Wednesday, December 09, 2009

cooking and evolution

a number of years ago, when my father-in-law was still alive, i sent him an article from the new york times on how cooking had pushed evolution. he was the inventor and first professor of technolution, the study of how technologies have pushed evolution, so i always had an eye out for articles and books that explored such themes. his thinking about the article resulted in the illumination above, which hangs in my kitchen, right near my stove. peter had developed a pictorial language through which he expressed the concepts. all of the drawings have human figures and a circle within a square inspired by davinci's vetruvian man.

harvard anthropologist richard wrangham has written a book called catching fire in which he explores the importance of cooking to human development. peter would have been so interested to read it (he died just after new year's four years ago). what's interesting is that wrangham pushes back the cooking a lot farther in time than has previously been postulated (tho' you can see from peter's illumination that he thought that too). he says that already 1.9-1.8 million years ago, on the cusp between australopithecus and homo erectus, our ancestors began to cook. further, the relationships created around the hearth between men and women were essential for our development into the evolutionary stage we've reached today.

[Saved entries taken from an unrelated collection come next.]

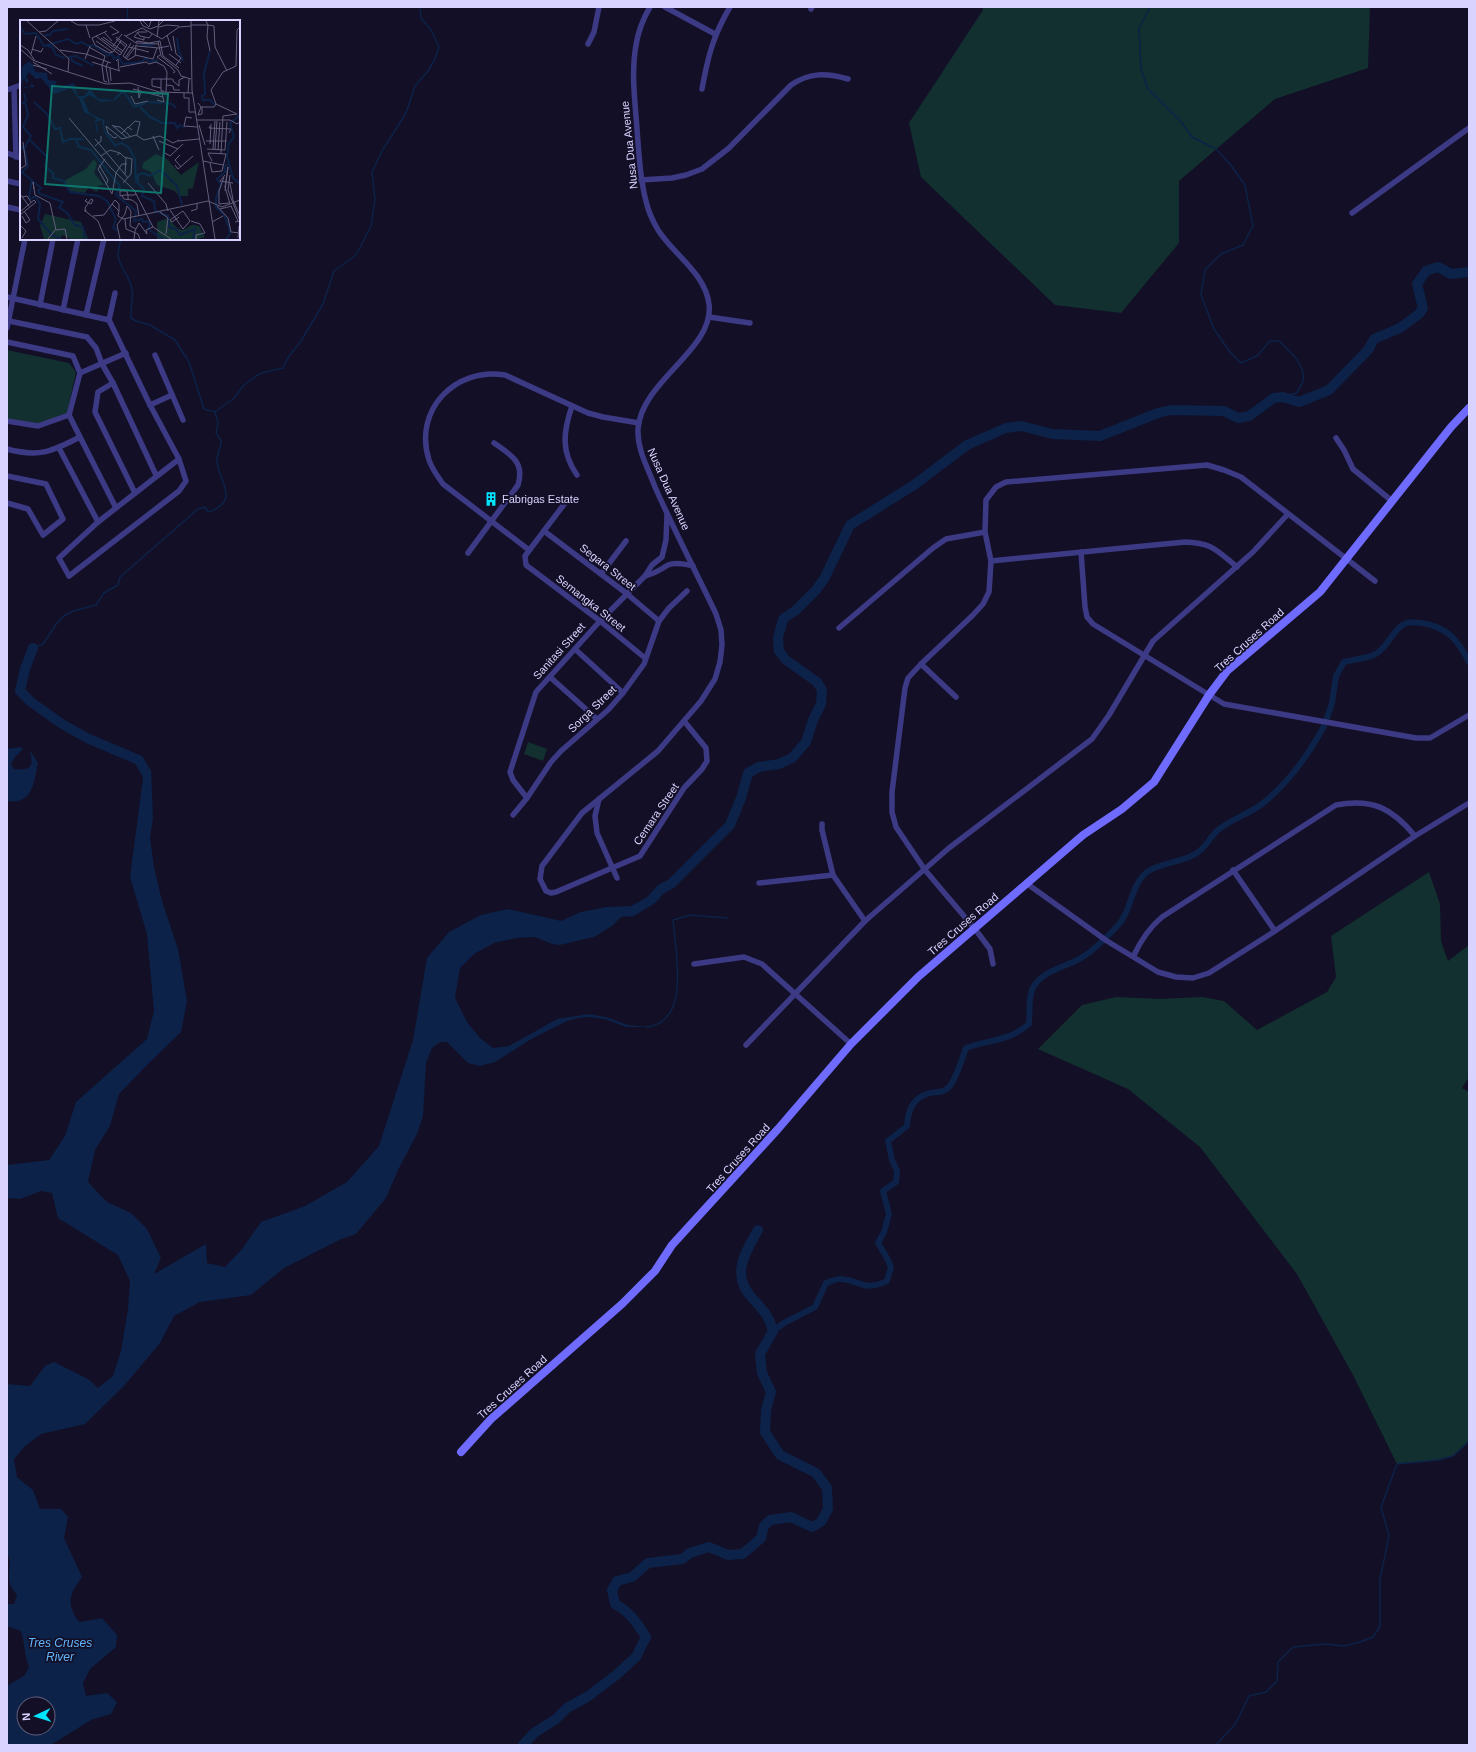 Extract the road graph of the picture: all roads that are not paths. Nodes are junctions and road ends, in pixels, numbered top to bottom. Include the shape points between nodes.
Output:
1 (599, 7) edge
2 (650, 7) edge
3 (666, 7) edge
4 (730, 7) edge
5 (715, 34) junction
6 (588, 44) dead end
7 (848, 79) dead end
8 (20, 85) edge
9 (14, 88) junction
10 (702, 89) dead end
11 (7, 90) edge
12 (1469, 128) edge
13 (7, 153) edge
14 (18, 157) edge
15 (641, 180) junction
16 (7, 181) edge
17 (20, 184) edge
18 (7, 207) edge
19 (20, 210) edge
20 (1352, 213) dead end
21 (25, 240) edge
22 (53, 240) edge
23 (78, 240) edge
24 (104, 240) edge
25 (115, 293) dead end
26 (7, 297) edge
27 (13, 298) junction
28 (40, 305) junction
29 (63, 310) junction
30 (86, 315) junction
31 (709, 317) junction
32 (109, 320) junction
33 (8, 321) junction
34 (750, 323) dead end
35 (7, 328) edge
36 (7, 342) edge
37 (126, 353) junction
38 (155, 355) dead end
39 (102, 364) junction
40 (80, 373) junction
41 (113, 383) junction
42 (172, 395) junction
43 (150, 405) junction
44 (572, 406) junction
45 (1469, 408) edge
46 (69, 415) junction
47 (7, 420) edge
48 (183, 420) dead end
49 (638, 423) junction
50 (80, 437) junction
51 (1336, 438) dead end
52 (494, 443) dead end
53 (59, 448) junction
54 (7, 449) edge
55 (179, 460) junction
56 (156, 475) junction
57 (577, 475) dead end
58 (7, 476) edge
59 (135, 493) junction
60 (1392, 501) junction
61 (7, 503) edge
62 (565, 503) dead end
63 (116, 508) junction
64 (1288, 514) junction
65 (668, 515) junction
66 (98, 522) junction
67 (491, 522) junction
68 (544, 531) junction
69 (985, 532) junction
70 (626, 541) dead end
71 (529, 550) junction
72 (1081, 552) junction
73 (468, 553) dead end
74 (662, 557) junction
75 (1346, 560) junction
76 (991, 561) junction
77 (668, 565) junction
78 (693, 566) junction
79 (1237, 566) junction
80 (601, 574) junction
81 (645, 576) junction
82 (1375, 582) dead end
83 (686, 591) dead end
84 (626, 593) junction
85 (600, 621) junction
86 (659, 621) junction
87 (839, 628) dead end
88 (576, 649) junction
89 (1144, 655) junction
90 (646, 658) junction
91 (921, 664) junction
92 (550, 677) junction
93 (623, 693) junction
94 (1209, 695) junction
95 (956, 697) dead end
96 (1469, 715) edge
97 (597, 719) junction
98 (684, 721) junction
99 (527, 798) junction
100 (599, 799) junction
101 (1469, 803) edge
102 (513, 815) dead end
103 (822, 824) dead end
104 (1415, 836) junction
105 (614, 868) junction
106 (925, 870) junction
107 (1233, 870) junction
108 (833, 875) junction
109 (617, 878) dead end
110 (759, 883) dead end
111 (1026, 884) junction
112 (865, 921) junction
113 (975, 929) junction
114 (1275, 931) junction
115 (1134, 956) junction
116 (694, 964) dead end
117 (993, 964) dead end
118 (795, 992) junction
119 (851, 1044) junction
120 (746, 1045) dead end
121 (460, 1452) dead end

1 - 6 street via 598,18
2 - 15 street, Nusa Dua Avenue via 636,45 633,79
3 - 5 street
4 - 5 street
5 - 10 street
7 - 15 street via 821,74 806,76 791,85 729,148 702,168 672,178
8 - 9 street
9 - 11 street
9 - 14 street
12 - 20 street
13 - 14 street
15 - 31 street, Nusa Dua Avenue via 647,208 659,230 705,288
16 - 17 street
18 - 19 street
21 - 27 street
22 - 28 street
23 - 29 street
24 - 30 street
25 - 32 street
26 - 27 street
27 - 28 street
27 - 33 street
28 - 29 street
29 - 30 street
30 - 32 street
31 - 34 street
31 - 49 street, Nusa Dua Avenue via 701,336 653,393
32 - 37 street
33 - 35 street
33 - 39 street via 87,337 96,348
36 - 40 street via 73,356
37 - 39 street
37 - 43 street
38 - 42 street
39 - 40 street
39 - 41 street
40 - 46 street
41 - 56 street
41 - 59 street via 98,392 94,412
42 - 43 street
42 - 48 street
43 - 55 street
44 - 49 street via 603,417
44 - 57 street via 567,422 566,452
44 - 67 street via 515,378 497,374 464,379 438,399 426,431 429,461 443,484
45 - 60 main road, Tres Cruses Road
46 - 47 street via 38,426
46 - 50 street
49 - 65 street, Nusa Dua Avenue via 640,449
50 - 53 street
50 - 63 street
51 - 60 street via 1353,469
52 - 67 street via 511,455 521,475 518,485
53 - 54 street via 43,453
53 - 66 street
55 - 56 street
55 - 66 street via 186,481 179,491 69,576 59,558
56 - 59 street
58 - 61 street via 46,484 63,519 43,536 28,509
59 - 63 street
60 - 75 main road, Tres Cruses Road
62 - 68 street
63 - 66 street
64 - 69 street via 1241,477 1207,465 1006,482 996,487 986,500
64 - 75 street
64 - 79 street
65 - 74 street
65 - 78 street, Nusa Dua Avenue
67 - 71 street
67 - 73 street
68 - 71 street
68 - 80 street, Segara Street
69 - 76 street
69 - 87 street via 946,539
70 - 80 street
71 - 85 street, Semangka Street via 525,556 527,566
72 - 76 street
72 - 79 street via 1200,542 1211,546
72 - 89 street via 1087,616 1100,630
74 - 77 street
74 - 81 street, Sanitasi Street via 652,565
75 - 82 street
75 - 94 main road, Tres Cruses Road via 1320,592 1227,672
76 - 91 street via 989,592 983,604
77 - 78 street
77 - 81 street, Sanitasi Street via 657,573
78 - 98 street, Nusa Dua Avenue via 716,614 722,645 715,679
79 - 89 street via 1157,637
80 - 84 street, Segara Street
81 - 84 street, Sanitasi Street
83 - 86 street, Sorga Street
84 - 85 street, Sanitasi Street
84 - 86 street, Segara Street
85 - 88 street, Sanitasi Street
85 - 90 street, Semangka Street
86 - 90 street, Sorga Street
88 - 92 street, Sanitasi Street
88 - 93 street
89 - 94 street
89 - 106 street via 1092,739
90 - 93 street, Sorga Street
91 - 95 street
91 - 106 street via 908,678 906,688 892,792 892,812 896,827
92 - 97 street
92 - 99 street, Sanitasi Street via 536,692 510,772
93 - 97 street, Sorga Street
94 - 96 street via 1224,704 1416,738 1430,738
94 - 111 main road, Tres Cruses Road via 1154,782 1122,809 1083,835
97 - 99 street, Sorga Street via 551,762
98 - 100 street, Nusa Dua Avenue via 658,751
98 - 105 street, Cemara Street via 706,748 707,761 684,788 640,856
99 - 102 street, Sorga Street
100 - 105 street via 595,816 597,833
100 - 105 street, Cemara Street via 582,813 542,866 540,879 546,891 551,893
101 - 104 street
103 - 108 street
104 - 107 street via 1388,810 1351,802 1336,805
104 - 114 street
105 - 109 street
106 - 112 street
106 - 113 street
107 - 114 street
107 - 115 street via 1162,916 1150,927
108 - 110 street
108 - 112 street
111 - 113 main road, Tres Cruses Road
111 - 115 street via 1107,941
112 - 118 street
113 - 117 street via 990,949
113 - 119 main road, Tres Cruses Road via 918,977
114 - 115 street via 1209,973 1193,978 1158,972
116 - 118 street via 744,957 762,964
118 - 119 street
118 - 120 street
119 - 121 main road, Tres Cruses Road via 778,1129 672,1245 655,1271 622,1304 491,1419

cooking our food, especially meat, gives us quicker access to the nourishment and the energy it brings with it. wrangham argues that our small teeth, small stomach and relatively short intestinal system point to food being cooked much earlier than previously thought. already as homo erectus, we were cooking, he postulates. and it was important that while the men were out hunting, the women were at home tending the fire, so it would be ready when the men returned with the meat. of course, the women also learned to cook roots and things while they were waiting around for the meat to be delivered. i've read only a review of the book, not the actual book, but it's on my amazon wish list for sure and i'm anxious to read more.

interestingly the roles haven't changed all that much. tho' today's men can do some cooking too, it is still a task that falls largely on women's shoulders. and i know that our nightly meal is an essential part of our day, something that mostly i prepare, tho' husband is very helpful in the kitchen. we eat together, as a family, around the table. and although it's much easier on us what with kitchen aid mixers and smeg stoves and such, maybe it's not all that different than our distant ancestors. i do wish peter was here to discuss it.


Anonymous said...

Very thought provoking. I agree, the evening meal is an integral part of my day...although I hadn't really thought about it until now.

will said...

There's theory that the domestication of dogs was of evolutionary value to humans. First, all dogs have descended from wolves so the first domestic dogs were some snarling critters.

They were protective of small groups of humans, with keen eyes they could see further and thus warn of dangers. Ditto their sense of smell.

And what idiot would want to rob or hurt a group of humans camping in open country when fierce dogs were there? This oneupmanship permitted better sleep, safer passage during migrations, etc.

So I suppose it was dogs who provided the extra time for humans to learn how to eat better.

Dogs, human's best friends.

Char said...

uh, what?

meat good

Unknown said...

Not in my house: the man cooks! Although it may be more out of necessity than anything else, as I must confess that cooking bores me so I don't do it unless I really have to, or unless I have a whole day to prepare something special, then I enjoy it!
(I hope you're still talking to me after that confession.)
Anyway, the idea of cooking pushing evolution is very interesting, so maybe I should rethink my non cooking?

Snap said...

Loved this post, but you talked to my cultural anthro background! Not too long ago I read "The Best Thing I Ever Taster: The Secret of Food" by Sallie Tisdale. I decided to read it because it is used as a textbook in a college English class that I used to give tours of the museum for/with (Food and Feasting in art -- fun!). I decided that it might be a good thing if I read one of the books they were using in class to see how *far off* my tours were (I did a pretty good job tying in to their class -- another story). Back to the book -- well done and interesting look on *modern foods*, advertising, frozen foods, television.One of my favorite partial quotes: ... "Food fills many empty spaces. It can be symbolic, mythic, even archetypal - and nothing special. How we feel about food is how we feel about our own lives ....." I've added the book to the bookcase holding the cookbooks. Tisdale is a Buddhist and has written on women in Buddhism (also interesting). I got carried away, didn't I?!!!!!!!

PS ... Love Sabin's monocules!

Snap said...

PS ... That should be "The Best Thing I Ever TASTED" ... argggghhh.